Q: It sounds like you’re seeing patients less and doing more what you consider “population health.” How has your experience as a hospitalist helped you in your new position?
A: All of the committee work that I did set the tone for these changes in my career. And that committee work included committee work in my practice, committee work at the hospital, committee work in national organizations, such as SHM and the American College of Physicians.
Q: When you speak about population health, what types of problems and solutions are you looking at?
A: It’s important to recognize that healthcare is only a small part of population health. Now, understanding the other side of social issues that impact our patients, you can bring to them the best healthcare possible, but if we don’t address those other needs or at least recognize them and steer them to a place where they help them with those needs, our care will not be as meaningful as we hope.

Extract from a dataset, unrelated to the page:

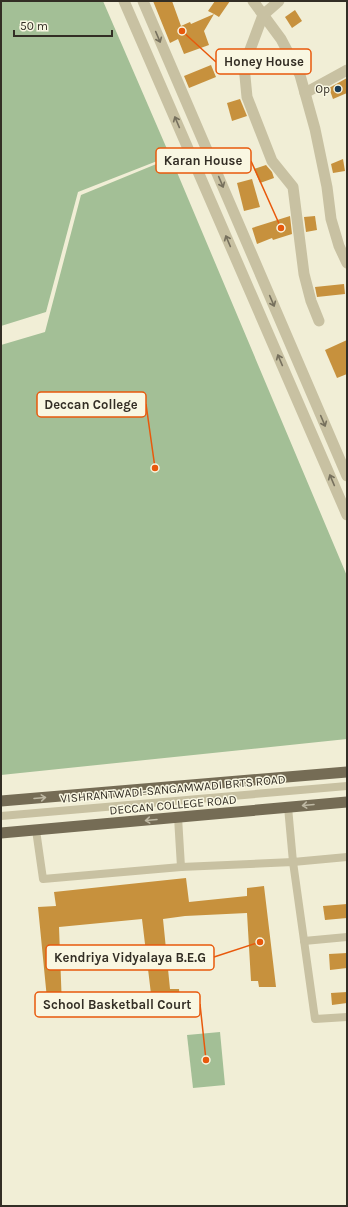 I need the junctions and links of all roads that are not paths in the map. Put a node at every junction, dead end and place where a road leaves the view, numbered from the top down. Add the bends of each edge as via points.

Q: Can you give an example?
A: The asthmatic who’s in your ED four times a year and gets excellent care but gets discharged home with an inability to get their medicine or to take their medicines appropriately or to reduce an environmental exposure that keeps triggering the asthmatic exacerbations. These are all the things that population health must now consider. We cannot confine ourselves simply to what we do behind closed doors of the office or within the four walls of a hospital.
Q: How much of your new job is the offspring of regulations coming down the pipe from healthcare reform?
A: Not so much because of the regulations. The changes we are seeing are driven by the market, driven by employers, and by states. Yes, the Affordable Care Act has an impact, but hopefully only to accelerate changes that we already saw taking shape. Our hope is to create a system that will provide that help to the individual and help the population to do that or reduce per-capita cost, but also by enriching the lives of providers and, of course, doing this before the regulations tell us how before someone tells us how to do it.
Q: As a former chief resident, what advice do you have for trainees entering into a new paradigm of medicine?
A: They should consider the population and not just the individual. They should consider the model wellness and not just illness to focus on in an acute-care setting. They should be trained and well-prepared. This is what hospitalist medicine does quite well: to continuously look at quality improvement and PDSA [Plan-Do-Study-Act] cycles. It should be common that they are reviewing quality metrics and planning on how they can get better as a group or even as an individual in a practice and the concept of team medicine.
Q: What is the biggest challenge hospitalists face today?
A: We need to be better versed in the change equation, how to manage change. That’s the biggest challenge.
Q: Tell me about your work with SHM. What does the society mean to you?
A: The society has really helped me understand the process in managing change, in quality-improvement cycles. Having participated in one of the mentored implementation programs [Project BOOST], I was afforded an opportunity to be coached by experts in the field. The toolkits on the SHM website I found very helpful. It was a mini-fellowship, if you will. If I didn’t take the interest that I have in SHM, I don’t think I would have either known the opportunities I have or availed myself of all the opportunities SHM can provide.